No un infierno de llamas eternas ni un paraíso de beatitud celestial. Sino un espacio liminal, un nexo entre las hebras de la realidad, donde el tiempo se estanca como un río helado y los gritos de los caídos se desvanecen en el silencio eterno.
Allí, en las profundidades de una caverna tan antigua como el primer suspiro de la creación, donde las sombras danzaban al son de ecos primordiales, reposaban los artefactos malditos. Eran semillas de caos dormidas, aguardando al siguiente huésped, ya fuera digno de su poder o condenado por él.
Pero la sangre de Theron, el carnicero de Valoria, tejida con ambición y violencia, jamás se extinguió por completo. Su legado, marcado por la tragedia y la oscuridad, se filtró a través de las generaciones, como una mancha indeleble en el tejido del tiempo.
Muchos siglos después, lejos de las Tierras Desoladas del Norte, en la vibrante y ancestral isla de Japón, un linaje que había permanecido en letargo durante incontables generaciones comenzó a agitarse con una sutileza casi imperceptible. Nadie lo notó: ni los clanes nobles con sus intrigas palaciegas, ni las prestigiosas academias de héroes forjando campeones, ni siquiera los espíritus guardianes que velaban por la tierra. Pero en la sombra genética de un muchacho, Kisaragi Ryuusei, algo ancestral comenzaba a despertar.
Él no lo sabía. Su mente consciente no guardaba recuerdo alguno de los fríos páramos del norte ni de la brutalidad de la arena. Sus ojos oscuros no reflejaban la gélida determinación de Theron. Su cuerpo, moldeado por la disciplina oriental, no recordaba el peso del martillo ni el sigilo de la daga.

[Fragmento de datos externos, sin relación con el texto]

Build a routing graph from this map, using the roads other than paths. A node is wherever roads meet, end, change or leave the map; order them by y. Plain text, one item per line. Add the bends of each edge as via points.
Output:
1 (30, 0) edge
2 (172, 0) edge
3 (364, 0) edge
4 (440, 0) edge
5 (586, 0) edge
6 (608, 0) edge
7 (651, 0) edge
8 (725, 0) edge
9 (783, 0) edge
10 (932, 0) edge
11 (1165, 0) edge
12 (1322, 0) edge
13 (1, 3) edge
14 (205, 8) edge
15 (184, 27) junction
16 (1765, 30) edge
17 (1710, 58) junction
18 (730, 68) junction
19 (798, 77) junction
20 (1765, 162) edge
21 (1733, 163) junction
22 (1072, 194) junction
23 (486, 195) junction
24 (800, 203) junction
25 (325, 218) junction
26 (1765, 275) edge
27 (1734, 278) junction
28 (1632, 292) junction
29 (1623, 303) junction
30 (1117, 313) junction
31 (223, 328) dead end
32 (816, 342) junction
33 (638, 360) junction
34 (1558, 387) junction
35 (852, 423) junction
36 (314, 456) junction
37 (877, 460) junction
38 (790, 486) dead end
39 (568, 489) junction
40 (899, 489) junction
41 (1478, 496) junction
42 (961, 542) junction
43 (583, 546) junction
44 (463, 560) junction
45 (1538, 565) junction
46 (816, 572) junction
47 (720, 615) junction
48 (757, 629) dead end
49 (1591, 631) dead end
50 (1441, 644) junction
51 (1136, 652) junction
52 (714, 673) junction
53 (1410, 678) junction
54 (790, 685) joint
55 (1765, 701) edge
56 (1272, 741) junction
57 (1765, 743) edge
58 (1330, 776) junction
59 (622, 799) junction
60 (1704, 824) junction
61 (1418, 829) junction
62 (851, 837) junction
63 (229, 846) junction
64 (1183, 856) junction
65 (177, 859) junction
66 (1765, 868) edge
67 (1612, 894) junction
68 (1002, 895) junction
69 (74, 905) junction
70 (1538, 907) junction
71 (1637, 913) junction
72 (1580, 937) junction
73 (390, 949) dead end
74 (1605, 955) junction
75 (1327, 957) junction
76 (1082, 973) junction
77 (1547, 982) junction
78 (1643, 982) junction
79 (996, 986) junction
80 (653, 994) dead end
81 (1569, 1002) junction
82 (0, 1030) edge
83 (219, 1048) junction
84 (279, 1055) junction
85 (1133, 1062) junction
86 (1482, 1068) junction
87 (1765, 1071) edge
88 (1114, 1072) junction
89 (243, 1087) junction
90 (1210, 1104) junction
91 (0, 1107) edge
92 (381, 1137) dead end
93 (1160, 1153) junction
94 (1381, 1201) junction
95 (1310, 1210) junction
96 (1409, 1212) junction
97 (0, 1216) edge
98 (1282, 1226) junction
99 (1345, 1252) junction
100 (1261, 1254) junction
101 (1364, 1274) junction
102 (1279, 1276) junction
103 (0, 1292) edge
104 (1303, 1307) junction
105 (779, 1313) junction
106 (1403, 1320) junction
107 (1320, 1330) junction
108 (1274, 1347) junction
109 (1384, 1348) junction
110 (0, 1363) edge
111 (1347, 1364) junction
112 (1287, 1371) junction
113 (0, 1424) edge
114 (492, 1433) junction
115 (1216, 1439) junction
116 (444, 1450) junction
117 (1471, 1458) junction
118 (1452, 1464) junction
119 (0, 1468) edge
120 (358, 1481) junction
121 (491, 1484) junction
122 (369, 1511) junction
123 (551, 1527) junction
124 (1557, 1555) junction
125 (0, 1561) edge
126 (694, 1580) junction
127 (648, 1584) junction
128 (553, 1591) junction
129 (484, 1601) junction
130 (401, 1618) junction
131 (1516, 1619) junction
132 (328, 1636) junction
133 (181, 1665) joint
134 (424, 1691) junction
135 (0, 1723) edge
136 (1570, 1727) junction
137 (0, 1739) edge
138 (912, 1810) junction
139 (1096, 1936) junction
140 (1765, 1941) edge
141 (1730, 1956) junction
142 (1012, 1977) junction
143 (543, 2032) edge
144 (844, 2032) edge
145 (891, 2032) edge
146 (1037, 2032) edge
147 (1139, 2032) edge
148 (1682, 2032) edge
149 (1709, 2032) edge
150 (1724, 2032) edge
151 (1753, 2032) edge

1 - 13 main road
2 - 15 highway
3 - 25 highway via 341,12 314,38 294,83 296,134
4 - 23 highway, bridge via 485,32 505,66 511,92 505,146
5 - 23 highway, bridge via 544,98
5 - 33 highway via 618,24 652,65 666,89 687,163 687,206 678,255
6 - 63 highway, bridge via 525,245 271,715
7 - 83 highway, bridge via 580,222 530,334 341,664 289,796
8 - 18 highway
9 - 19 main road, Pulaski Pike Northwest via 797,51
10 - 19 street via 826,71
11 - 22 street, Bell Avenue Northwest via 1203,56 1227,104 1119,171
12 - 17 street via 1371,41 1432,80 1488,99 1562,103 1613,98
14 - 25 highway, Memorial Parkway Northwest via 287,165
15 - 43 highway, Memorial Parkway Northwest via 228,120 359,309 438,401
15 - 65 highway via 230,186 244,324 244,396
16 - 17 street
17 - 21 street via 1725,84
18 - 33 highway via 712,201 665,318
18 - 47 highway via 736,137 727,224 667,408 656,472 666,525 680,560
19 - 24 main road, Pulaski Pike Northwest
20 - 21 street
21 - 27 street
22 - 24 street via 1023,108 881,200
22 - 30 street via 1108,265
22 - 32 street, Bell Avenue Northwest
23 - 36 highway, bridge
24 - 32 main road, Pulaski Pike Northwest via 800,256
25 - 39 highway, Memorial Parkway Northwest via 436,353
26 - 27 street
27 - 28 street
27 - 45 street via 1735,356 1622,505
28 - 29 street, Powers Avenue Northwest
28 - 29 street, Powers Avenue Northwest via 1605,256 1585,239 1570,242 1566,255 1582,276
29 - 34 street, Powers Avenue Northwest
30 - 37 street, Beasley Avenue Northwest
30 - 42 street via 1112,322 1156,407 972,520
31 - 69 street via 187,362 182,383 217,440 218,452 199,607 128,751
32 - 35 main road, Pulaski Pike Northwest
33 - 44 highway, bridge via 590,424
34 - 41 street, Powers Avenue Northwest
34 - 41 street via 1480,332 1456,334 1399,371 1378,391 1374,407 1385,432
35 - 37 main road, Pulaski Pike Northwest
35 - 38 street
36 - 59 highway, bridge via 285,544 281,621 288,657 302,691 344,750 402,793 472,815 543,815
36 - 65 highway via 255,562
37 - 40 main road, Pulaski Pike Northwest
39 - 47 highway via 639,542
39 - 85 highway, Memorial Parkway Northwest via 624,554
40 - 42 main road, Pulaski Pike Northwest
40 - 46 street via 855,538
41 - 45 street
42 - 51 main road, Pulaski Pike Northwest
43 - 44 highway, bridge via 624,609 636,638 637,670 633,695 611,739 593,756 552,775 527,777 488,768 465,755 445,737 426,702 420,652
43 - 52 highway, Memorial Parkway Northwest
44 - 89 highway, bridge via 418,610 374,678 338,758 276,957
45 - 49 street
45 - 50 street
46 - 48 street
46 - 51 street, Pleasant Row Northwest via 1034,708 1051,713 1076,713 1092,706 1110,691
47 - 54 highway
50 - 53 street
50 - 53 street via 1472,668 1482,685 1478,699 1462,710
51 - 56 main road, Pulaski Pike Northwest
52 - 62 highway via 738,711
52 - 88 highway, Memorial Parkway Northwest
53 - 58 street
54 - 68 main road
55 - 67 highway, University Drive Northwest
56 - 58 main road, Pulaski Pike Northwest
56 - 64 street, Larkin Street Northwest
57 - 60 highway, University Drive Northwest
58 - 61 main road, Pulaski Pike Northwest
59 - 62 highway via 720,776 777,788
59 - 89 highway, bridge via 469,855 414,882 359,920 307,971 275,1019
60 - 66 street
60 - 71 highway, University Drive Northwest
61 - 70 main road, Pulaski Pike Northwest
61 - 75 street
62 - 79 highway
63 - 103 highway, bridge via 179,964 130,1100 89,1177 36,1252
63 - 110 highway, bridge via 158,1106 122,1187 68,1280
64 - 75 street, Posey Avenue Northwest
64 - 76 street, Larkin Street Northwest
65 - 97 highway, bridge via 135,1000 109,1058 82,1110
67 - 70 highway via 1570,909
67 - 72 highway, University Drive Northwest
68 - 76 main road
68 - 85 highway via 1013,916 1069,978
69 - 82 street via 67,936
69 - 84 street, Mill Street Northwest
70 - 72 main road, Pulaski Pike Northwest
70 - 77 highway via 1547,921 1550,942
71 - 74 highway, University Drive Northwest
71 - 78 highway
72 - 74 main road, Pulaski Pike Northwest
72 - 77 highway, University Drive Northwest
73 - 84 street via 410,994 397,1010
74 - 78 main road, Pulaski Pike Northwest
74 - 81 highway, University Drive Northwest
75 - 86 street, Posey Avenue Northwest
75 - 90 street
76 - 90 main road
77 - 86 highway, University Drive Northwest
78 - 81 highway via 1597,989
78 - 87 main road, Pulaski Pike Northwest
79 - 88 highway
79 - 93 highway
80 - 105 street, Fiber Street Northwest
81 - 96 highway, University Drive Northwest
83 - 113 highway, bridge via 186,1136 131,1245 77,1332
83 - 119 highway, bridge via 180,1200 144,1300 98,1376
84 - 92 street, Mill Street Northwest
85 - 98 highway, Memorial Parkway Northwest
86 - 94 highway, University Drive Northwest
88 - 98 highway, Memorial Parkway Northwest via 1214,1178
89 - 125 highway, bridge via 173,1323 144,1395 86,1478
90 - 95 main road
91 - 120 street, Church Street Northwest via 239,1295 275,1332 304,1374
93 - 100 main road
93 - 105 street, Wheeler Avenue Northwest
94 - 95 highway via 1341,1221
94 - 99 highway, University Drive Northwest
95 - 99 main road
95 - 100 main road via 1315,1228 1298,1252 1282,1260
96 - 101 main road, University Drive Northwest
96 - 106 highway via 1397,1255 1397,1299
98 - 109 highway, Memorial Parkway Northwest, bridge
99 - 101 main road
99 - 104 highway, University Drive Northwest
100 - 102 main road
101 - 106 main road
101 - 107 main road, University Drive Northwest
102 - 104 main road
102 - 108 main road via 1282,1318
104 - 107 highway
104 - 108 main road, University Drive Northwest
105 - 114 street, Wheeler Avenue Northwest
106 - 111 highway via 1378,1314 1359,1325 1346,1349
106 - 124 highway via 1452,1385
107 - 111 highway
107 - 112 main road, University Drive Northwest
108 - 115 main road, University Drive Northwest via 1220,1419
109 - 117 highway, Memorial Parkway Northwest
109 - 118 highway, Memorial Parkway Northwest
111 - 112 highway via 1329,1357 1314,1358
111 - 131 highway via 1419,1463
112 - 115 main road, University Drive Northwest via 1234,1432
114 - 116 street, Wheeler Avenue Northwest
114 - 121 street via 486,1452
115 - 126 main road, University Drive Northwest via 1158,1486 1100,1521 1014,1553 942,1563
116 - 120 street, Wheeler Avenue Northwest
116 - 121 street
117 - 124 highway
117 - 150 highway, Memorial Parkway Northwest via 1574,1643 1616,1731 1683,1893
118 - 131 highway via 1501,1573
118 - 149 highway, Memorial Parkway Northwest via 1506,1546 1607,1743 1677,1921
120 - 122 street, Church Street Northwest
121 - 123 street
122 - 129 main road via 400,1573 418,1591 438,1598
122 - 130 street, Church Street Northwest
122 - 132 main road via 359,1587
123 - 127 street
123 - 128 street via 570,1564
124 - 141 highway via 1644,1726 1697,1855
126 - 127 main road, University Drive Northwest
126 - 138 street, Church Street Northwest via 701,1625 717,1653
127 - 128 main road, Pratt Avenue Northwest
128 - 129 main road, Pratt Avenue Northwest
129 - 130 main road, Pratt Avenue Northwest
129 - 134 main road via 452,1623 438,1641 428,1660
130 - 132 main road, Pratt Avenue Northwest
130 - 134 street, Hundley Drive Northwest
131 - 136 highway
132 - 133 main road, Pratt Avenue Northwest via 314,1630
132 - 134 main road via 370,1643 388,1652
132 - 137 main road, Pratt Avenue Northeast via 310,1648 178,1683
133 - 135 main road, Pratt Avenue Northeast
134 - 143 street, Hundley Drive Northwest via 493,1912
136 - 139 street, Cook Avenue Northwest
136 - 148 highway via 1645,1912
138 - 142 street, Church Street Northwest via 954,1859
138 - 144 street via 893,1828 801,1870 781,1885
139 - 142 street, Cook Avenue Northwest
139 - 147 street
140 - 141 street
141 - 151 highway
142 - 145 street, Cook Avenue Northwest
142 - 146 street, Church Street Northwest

Sin embargo, en los confines de su mente, en los sueños esporádicos que rara vez lo visitaban y que casi nunca compartía con sus padres, Ryuusei se encontraba luchando en una arena empedrada que jamás había pisado en su vida despierta. Su cuerpo se estremecía por heridas invisibles, sangrando por tajos que no le pertenecían en esta existencia. Y en el eco de sus pesadillas, oía un nombre lejano, "Theron", susurrado como una invocación desde las profundidades de la muerte.
Y un día fatídico, cuando la tierra se sacudió con furia y la vida de Ryuusei se extinguió en el caos del terremoto, su alma viajó a través del velo, pasando fugazmente por el Limbo. En ese instante trascendental, el ciclo ancestral se cerró.
Los Martillos de Grimfang y las Dagas de Sombra, inertes durante eras, reconocieron el eco de la sangre de su primer portador resonando en el alma del joven. La cueva, silenciosa como una tumba cósmica, se abrió con un suspiro etéreo, liberando una tenue luz oscura.
Y la sombra de La Muerte, Lara, cuya mirada nunca se había apartado del hilo del destino de Theron, observó desde la distancia con una mezcla compleja de ternura melancólica y la inexorable tragedia del ciclo. Y en un susurro que resonó en los confines del Limbo, aunque Ryuusei aún no pudiera oírlo, Lara dijo para sí misma, en un eco de las duras lecciones que le impartiría en el futuro: —Te estuve esperando, hijo del martillo y la daga —susurró—. ¿O prefieres que te llame… el hijo del Yin y Yang?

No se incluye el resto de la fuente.